The samurai, a class of highly skilled warriors, gradually developed in Japan after the Taika reforms of A.D. 646, which included land redistribution and heavy new taxes meant to support an elaborate Chinese-style empire. As a result, many small farmers had to sell their land and work as tenant farmers.

Meanwhile, a few large landholders amassed power and wealth, creating a feudal system similar to that of  medieval Europe, but unlike Europe, the Japanese feudal lords needed warriors to defend their riches, giving birth to the samurai warrior — or "bushi."

Early Feudal Era Samurai

Some samurai were relatives of the landowners while others were simply hired swords. The samurai code emphasized loyalty to one's master, even over family loyalty. History shows that the most loyal samurai were usually family members or financial dependents of their lords.

In the 900s, the weak emperors of the Heian Era of 794 to 1185 lost control of rural Japan, and the country was riven by revolt. As a result, the emperor soon wielded power only within the capital, and cross the country, the warrior class moved in to fill the power vacuum. After years of fighting and establishing a shogunate rule in many parts of the island nation, the samurai effectively held both military and political power over much of Japan by the early 1100s.

The weak imperial line received a fatal blow to its power in 1156, when Emperor Toba died without a clear successor. His sons, Sutoku and Go-Shirakawa, fought for control in a civil war called the Hogen Rebellion of 1156, but in the end, both would-be emperors lost and the imperial office lost all its remaining power.

During this civil war, the Minamoto and Taira samurai clans rose to prominence and fought one another in the Heiji Rebellion of 1160. After their victory, the Taira established the first samurai-led government and the defeated Minamoto were banished from the capital at Kyoto.

Kamakura and Early Muromachi (Ashikaga) Periods

The two clans fought once more in the Genpei War from 1180 to 1185, which ended in victory for the Minamoto.

After that, Minamoto no Yoritomo established the Kamakura Shogunate, with the emperor as a mere figurehead and The Minamoto clan ruled much of Japan until 1333.

In 1268, an external threat appeared.
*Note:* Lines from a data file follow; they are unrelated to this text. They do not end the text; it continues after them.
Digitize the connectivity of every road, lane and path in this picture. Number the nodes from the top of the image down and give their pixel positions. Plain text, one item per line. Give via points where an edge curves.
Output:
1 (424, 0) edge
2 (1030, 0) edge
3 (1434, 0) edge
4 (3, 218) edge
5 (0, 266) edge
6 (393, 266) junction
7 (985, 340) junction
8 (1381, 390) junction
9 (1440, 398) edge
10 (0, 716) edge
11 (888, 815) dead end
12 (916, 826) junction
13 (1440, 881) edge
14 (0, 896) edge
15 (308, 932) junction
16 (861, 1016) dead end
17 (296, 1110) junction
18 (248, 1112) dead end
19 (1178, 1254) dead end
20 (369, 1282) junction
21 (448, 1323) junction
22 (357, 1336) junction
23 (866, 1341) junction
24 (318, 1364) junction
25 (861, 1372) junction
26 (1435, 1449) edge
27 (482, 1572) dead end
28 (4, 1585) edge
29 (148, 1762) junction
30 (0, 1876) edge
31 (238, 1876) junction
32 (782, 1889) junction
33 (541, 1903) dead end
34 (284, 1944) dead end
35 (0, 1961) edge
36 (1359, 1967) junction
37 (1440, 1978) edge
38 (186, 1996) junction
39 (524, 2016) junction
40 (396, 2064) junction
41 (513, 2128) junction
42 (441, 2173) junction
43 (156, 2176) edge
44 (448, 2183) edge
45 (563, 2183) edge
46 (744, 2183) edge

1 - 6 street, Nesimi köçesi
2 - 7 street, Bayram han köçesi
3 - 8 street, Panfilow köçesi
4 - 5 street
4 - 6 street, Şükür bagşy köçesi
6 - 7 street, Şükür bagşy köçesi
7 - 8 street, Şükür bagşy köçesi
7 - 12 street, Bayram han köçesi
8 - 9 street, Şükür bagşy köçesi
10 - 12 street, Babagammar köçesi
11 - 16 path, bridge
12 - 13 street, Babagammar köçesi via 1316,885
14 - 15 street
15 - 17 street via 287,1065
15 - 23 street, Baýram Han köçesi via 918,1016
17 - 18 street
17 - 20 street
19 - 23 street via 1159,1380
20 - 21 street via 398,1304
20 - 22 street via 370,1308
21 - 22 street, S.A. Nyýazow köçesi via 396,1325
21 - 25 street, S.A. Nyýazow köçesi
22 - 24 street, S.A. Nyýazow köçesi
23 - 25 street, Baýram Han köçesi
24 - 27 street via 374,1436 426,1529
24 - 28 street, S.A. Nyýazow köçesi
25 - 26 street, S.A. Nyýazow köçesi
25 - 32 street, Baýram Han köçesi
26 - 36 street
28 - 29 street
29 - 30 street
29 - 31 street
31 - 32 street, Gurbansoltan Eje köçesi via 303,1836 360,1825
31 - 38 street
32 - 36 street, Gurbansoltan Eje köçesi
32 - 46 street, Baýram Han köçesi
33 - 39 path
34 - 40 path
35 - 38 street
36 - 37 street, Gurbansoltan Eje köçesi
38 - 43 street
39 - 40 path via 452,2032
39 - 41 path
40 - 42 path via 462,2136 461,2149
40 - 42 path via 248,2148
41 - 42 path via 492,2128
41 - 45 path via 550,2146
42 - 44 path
Kublai Khan, the Mongol ruler of Yuan China, demanded tribute from Japan, but Kyoto refused and the Mongols invaded in 1274 with 600 ships — fortunately, however,  a typhoon destroyed their armada, and a second invasion fleet in 1281 met the same fate.

Despite such incredible help from nature, the Mongol attacks cost the Kamakura dearly. Unable to offer land or riches to the samurai leaders who rallied to Japan's defense, the weakened shogun faced a challenge from Emperor Go-Daigo in 1318, exiling the emperor in 1331 who returned and overthrew the Shogunate in 1333.

This Kemmu Restoration of imperial power lasted only three years. In 1336, the Ashikaga Shogunate under Ashikaga Takauji reasserted samurai rule, but it was weaker than the Kamakura had been. Regional constables called "daimyo" developed considerable power, meddling in the shogunate's succession.

Later Muromachi Period and Restoration of Order

By 1460, the daimyos were ignoring orders from the shogun and backing different successors to the imperial throne.

When the shogun, Ashikaga Yoshimasa, resigned in 1464, a dispute between backers of his younger brother and his son ignited even more intense bickering among the daimyo.

In 1467, this squabbling erupted into the decade-long Onin War wherein thousands died and Kyoto was burned to the ground, and directly led to Japan's "Warring States Period," or Sengoku. Between 1467 and 1573, various daimyos led their clans in a fight for national dominance with nearly all of the provinces were engulfed in the fighting.

The Warring States Period began to draw to a close in 1568 when the warlord Oda Nobunaga defeated three other powerful daimyos, marched into Kyoto, and had his favorite, Yoshiaki, installed as shogun. Nobunaga spent the next 14 years subduing other rival daimyos and quelling rebellions by fractious Buddhist monks.

His grand Azuchi Castle, constructed between 1576 and 1579, became of symbol of Japanese reunification.

In 1582, Nobunaga was assassinated by one of his generals, Akechi Mitsuhide. Hideyoshi, another general, finished the unification and ruled as kampaku, or regent, invading Korea in 1592 and 1597.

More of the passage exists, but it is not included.